## [Task statement]
Report all lines in the records that hold the string "Lizarraga".

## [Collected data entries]
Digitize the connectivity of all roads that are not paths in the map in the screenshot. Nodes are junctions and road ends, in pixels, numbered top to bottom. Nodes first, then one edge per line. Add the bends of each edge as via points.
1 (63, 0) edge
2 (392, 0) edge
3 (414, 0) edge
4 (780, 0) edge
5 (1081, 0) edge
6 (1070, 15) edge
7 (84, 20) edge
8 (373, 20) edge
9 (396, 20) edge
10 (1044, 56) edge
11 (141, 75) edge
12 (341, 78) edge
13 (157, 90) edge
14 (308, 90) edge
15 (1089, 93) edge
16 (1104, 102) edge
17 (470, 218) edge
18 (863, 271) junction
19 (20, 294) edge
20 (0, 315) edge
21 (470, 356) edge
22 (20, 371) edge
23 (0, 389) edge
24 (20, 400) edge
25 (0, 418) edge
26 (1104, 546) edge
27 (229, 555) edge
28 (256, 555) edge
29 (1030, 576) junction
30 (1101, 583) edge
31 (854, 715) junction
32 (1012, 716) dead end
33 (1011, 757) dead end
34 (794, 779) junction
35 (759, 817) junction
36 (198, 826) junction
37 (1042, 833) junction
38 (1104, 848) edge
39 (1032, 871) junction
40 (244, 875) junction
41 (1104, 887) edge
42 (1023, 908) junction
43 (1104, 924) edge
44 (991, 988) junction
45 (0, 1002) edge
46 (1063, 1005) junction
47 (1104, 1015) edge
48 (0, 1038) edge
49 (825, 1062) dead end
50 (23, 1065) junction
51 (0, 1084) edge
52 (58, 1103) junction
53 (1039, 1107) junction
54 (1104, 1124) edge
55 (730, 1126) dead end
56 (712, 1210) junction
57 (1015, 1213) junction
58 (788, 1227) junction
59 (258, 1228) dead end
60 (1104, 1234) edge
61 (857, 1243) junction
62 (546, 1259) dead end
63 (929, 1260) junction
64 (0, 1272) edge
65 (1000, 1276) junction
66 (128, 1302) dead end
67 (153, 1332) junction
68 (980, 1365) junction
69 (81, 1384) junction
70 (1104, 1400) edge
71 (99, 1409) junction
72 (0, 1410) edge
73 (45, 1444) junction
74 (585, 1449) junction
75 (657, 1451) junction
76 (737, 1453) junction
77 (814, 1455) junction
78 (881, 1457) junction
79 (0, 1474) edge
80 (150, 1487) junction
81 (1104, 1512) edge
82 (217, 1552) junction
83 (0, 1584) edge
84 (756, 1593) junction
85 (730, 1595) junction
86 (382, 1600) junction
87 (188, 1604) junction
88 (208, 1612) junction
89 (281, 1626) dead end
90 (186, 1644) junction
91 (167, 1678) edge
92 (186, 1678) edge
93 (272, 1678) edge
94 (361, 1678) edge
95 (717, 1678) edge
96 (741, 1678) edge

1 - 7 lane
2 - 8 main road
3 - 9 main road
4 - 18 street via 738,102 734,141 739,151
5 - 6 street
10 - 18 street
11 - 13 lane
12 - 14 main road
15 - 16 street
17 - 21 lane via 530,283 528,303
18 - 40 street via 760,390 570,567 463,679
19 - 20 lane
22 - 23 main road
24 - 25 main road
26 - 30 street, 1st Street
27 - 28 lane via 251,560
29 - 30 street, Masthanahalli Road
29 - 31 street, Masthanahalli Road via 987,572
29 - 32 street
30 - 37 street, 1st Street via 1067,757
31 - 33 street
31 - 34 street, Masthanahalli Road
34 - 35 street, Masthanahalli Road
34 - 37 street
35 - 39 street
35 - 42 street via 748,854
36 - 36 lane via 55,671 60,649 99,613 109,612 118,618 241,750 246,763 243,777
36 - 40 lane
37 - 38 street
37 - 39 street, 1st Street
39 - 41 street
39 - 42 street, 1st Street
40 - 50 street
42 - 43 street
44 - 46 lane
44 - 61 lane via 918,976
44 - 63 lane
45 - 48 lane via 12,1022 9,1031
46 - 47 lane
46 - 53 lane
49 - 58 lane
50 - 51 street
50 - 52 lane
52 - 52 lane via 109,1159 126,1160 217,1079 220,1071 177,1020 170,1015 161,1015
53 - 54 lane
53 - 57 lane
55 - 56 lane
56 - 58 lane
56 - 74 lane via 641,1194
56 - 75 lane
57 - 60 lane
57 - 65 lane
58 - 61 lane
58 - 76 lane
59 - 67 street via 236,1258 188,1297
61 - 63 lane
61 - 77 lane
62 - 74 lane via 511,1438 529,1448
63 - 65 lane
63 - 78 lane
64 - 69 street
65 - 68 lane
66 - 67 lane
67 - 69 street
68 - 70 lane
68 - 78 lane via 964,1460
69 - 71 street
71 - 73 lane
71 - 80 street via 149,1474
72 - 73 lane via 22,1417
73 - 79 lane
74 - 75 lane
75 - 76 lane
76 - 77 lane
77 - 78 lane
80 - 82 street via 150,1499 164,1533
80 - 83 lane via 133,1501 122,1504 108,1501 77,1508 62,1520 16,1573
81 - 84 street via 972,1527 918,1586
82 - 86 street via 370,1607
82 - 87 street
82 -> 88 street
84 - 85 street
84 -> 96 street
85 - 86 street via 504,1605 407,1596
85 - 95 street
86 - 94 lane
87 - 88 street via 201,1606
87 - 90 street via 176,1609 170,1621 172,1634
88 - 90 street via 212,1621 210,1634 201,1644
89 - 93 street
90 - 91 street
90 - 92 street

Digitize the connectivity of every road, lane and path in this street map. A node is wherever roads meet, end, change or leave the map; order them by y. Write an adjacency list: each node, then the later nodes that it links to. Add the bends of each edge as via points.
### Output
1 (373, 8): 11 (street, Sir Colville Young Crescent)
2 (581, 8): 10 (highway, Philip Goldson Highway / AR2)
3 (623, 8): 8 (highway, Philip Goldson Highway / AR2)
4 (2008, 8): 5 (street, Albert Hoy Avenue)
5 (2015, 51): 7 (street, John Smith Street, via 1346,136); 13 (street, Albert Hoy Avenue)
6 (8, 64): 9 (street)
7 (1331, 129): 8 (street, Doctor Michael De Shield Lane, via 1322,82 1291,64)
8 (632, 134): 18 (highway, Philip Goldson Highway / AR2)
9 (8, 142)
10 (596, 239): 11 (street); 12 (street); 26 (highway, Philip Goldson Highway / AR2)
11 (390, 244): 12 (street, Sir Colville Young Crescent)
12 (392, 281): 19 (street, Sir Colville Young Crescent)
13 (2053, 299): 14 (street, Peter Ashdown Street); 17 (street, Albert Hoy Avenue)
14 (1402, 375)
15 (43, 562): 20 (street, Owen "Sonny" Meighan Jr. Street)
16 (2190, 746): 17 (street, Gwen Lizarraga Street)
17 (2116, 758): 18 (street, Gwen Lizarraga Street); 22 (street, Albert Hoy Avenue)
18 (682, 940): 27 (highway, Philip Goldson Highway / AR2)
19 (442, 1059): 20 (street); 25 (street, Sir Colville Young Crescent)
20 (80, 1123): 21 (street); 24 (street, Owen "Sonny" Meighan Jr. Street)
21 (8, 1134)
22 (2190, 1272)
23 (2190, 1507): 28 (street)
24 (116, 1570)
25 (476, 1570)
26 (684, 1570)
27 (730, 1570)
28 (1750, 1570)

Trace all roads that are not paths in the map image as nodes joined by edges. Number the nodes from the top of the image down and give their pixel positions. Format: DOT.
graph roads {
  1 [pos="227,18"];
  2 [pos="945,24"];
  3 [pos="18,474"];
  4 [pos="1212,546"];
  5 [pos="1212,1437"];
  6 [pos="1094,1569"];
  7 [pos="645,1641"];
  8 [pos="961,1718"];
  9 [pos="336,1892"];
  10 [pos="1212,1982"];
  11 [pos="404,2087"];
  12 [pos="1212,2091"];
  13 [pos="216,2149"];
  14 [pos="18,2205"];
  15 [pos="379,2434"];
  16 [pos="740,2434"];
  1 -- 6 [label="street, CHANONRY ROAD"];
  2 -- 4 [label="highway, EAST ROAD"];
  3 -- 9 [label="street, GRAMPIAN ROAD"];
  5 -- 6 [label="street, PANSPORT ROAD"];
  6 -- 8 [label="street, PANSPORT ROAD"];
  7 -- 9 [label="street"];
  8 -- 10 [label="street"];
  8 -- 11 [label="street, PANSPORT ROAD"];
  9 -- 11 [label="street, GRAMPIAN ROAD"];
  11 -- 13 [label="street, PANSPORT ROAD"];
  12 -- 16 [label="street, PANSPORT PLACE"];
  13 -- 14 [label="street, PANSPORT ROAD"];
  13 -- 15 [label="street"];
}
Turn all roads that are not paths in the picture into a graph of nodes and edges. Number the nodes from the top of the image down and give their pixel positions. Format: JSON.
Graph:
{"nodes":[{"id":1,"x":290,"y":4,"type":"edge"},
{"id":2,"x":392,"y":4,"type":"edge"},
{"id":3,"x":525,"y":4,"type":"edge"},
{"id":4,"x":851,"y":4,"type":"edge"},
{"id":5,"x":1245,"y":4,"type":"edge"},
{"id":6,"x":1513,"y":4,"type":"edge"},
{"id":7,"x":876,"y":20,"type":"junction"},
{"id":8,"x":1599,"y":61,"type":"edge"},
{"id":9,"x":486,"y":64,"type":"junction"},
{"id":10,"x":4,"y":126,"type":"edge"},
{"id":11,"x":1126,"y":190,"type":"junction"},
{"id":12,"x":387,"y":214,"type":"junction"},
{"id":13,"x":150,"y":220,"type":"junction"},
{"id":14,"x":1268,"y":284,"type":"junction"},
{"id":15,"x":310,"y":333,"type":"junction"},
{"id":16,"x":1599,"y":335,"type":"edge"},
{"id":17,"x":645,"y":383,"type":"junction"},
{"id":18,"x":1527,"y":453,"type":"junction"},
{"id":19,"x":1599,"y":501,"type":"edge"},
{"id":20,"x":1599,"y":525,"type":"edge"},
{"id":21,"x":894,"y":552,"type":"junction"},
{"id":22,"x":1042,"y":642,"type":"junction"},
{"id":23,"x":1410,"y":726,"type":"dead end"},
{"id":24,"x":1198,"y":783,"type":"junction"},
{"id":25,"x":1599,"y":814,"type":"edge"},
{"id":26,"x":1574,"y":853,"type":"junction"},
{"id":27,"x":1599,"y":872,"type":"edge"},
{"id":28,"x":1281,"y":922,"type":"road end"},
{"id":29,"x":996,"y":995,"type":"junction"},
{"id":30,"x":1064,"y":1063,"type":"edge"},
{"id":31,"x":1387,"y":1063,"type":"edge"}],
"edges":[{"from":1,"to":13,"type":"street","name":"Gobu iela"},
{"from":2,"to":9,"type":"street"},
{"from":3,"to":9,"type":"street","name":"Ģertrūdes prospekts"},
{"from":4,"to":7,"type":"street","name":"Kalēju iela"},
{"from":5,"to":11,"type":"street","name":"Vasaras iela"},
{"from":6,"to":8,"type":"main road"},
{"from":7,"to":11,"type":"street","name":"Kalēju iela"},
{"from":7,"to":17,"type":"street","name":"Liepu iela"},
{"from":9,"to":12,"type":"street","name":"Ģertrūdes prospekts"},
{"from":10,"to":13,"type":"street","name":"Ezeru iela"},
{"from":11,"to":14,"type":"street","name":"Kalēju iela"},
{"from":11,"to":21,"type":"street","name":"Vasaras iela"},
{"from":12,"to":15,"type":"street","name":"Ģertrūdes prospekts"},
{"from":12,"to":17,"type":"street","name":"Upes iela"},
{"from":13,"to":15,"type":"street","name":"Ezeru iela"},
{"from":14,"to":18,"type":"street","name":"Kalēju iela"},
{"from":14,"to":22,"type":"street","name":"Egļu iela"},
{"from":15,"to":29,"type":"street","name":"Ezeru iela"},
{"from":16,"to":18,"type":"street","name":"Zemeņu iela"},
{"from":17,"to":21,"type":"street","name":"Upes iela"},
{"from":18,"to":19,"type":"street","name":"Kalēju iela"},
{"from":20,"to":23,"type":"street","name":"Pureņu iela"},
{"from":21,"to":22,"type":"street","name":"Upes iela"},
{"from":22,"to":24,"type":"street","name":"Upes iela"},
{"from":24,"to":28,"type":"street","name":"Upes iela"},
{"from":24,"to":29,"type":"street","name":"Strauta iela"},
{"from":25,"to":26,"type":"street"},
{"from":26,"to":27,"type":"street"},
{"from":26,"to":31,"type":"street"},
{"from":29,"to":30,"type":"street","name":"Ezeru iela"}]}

## [Output of the exercise]
16 (2190, 746): 17 (street, Gwen Lizarraga Street)
17 (2116, 758): 18 (street, Gwen Lizarraga Street); 22 (street, Albert Hoy Avenue)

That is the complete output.